The court also specifically stated it did not believe that counsel gave this advice to Mov-ant.
In a proceeding for postconviction relief, credibility of the witnesses is for the motion court’s determination. State v. Tubbs, 806 S.W.2d 746, 749 (Mo.App.1991). It is within the discretion of the motion court to believe or disbelieve Movant’s testimony. Royal v. State, 868 S.W.2d 552, 555 (Mo.App.1994).
Even if the motion court had found Mov-ant’s belief to be reasonable, Movant can show no resulting prejudice from the plea agreement. Had Movant gone to trial, he would be faced with a scenario identical to the status quo; he would be facing the consequences of his escape from Oklahoma and he would have no drug treatment. Furthermore, Movant would be facing the three additional charges that were dropped pursuant to the plea agreement.

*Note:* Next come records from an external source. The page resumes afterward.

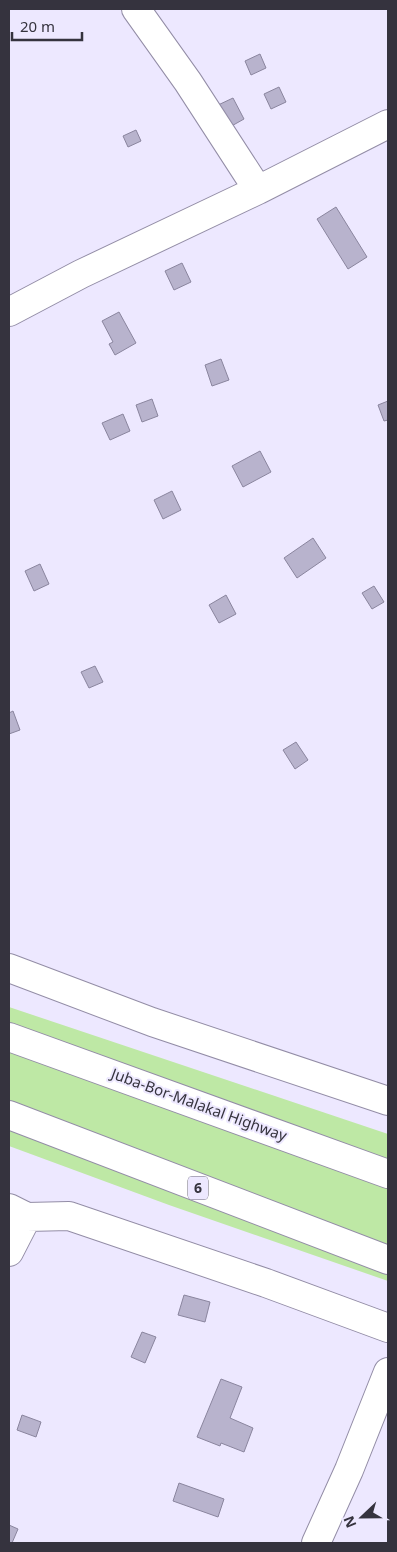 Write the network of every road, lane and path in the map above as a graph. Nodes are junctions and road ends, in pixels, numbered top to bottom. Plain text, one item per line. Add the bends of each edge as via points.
1 (136, 9) edge
2 (388, 124) edge
3 (258, 190) junction
4 (9, 312) edge
5 (9, 968) edge
6 (9, 1037) edge
7 (388, 1101) edge
8 (9, 1115) edge
9 (388, 1174) edge
10 (18, 1213) edge
11 (9, 1252) edge
12 (388, 1260) edge
13 (388, 1328) edge
14 (388, 1372) edge
15 (316, 1543) edge

1 - 3 main road
2 - 3 main road
3 - 4 main road
5 - 7 main road via 152,1022
6 - 9 main road, Juba-Bor-Malakal Highway
8 - 12 main road, 6
10 - 11 main road
10 - 13 main road via 69,1216
14 - 15 main road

After reviewing the entire record, this Court cannot say that the motion court’s denial of Movant’s Rule 24.035 motion was clearly erroneous. The judgment is affirmed.
. There is no evidence in the legal file of the detainer that Movant alleges has been filed against him by the state of Oklahoma. We know nothing more about this detainer other than what was contained in the parties briefs. As best as we can decipher, it appears that Movant was in custody in Oklahoma and escaped. The de-tainer allegedly filed against him arises out of this escape from custody in Oklahoma.

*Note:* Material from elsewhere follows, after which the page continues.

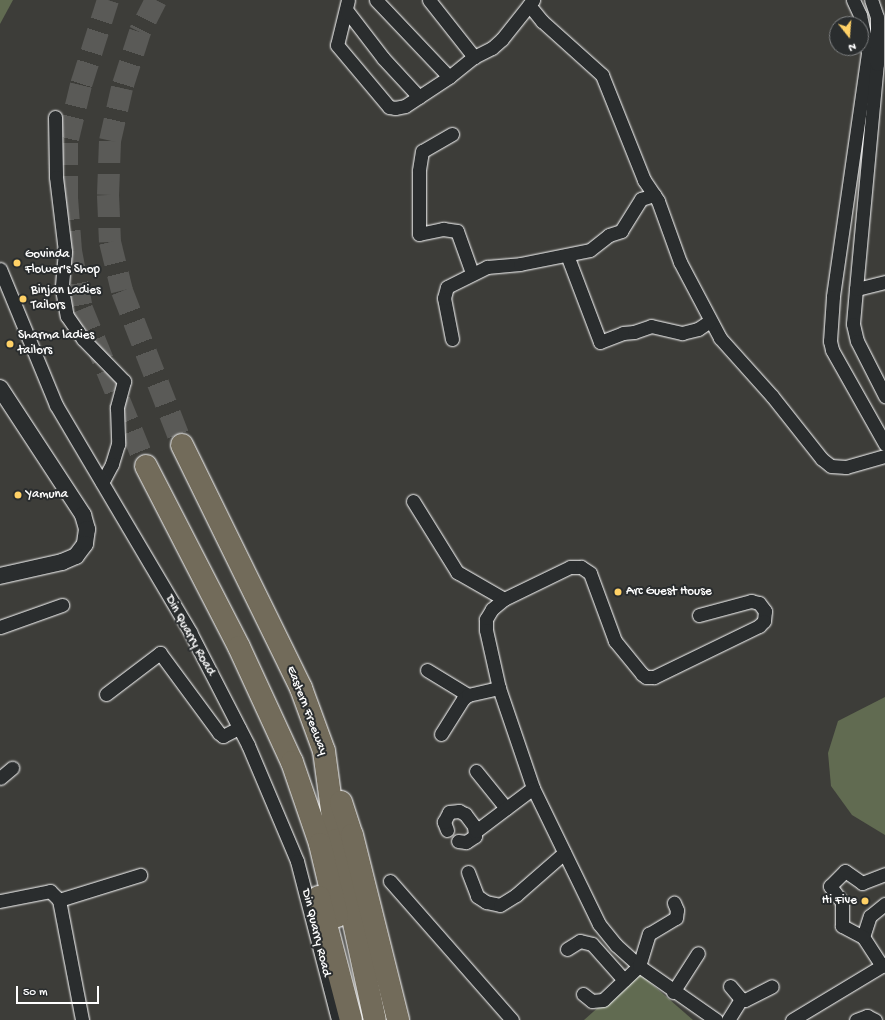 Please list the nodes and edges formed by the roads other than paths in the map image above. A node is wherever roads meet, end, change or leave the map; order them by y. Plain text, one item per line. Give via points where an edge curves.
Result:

. Movant’s counsel at the guilty plea hearing was unable to testify as he was living in Croatia at the time of the postconviction relief hearing.
. Movant was initially charged with forgery. This charge was dropped and the stealing charge was filed. Mr. Skouby represented Movant while the forgery charge was pending. He testified that he discussed the fugitive warrant with Mov-ant and although he couldn’t remember their precise conversation, he was certain that he never informed Movant that he would not be picked up on the Oklahoma warrant in the State of Missouri as that was not his understanding of the law. Mr. Skouby testified that he probably told Movant that after 90 days the fugitive warrant would run and Oklahoma could not come to Missouri and pick him up but that Jasper County could rearrest him on it in the future. Mr. Skouby testified that he never had any conversations with Movant on the possibility of his receiving drug treatment.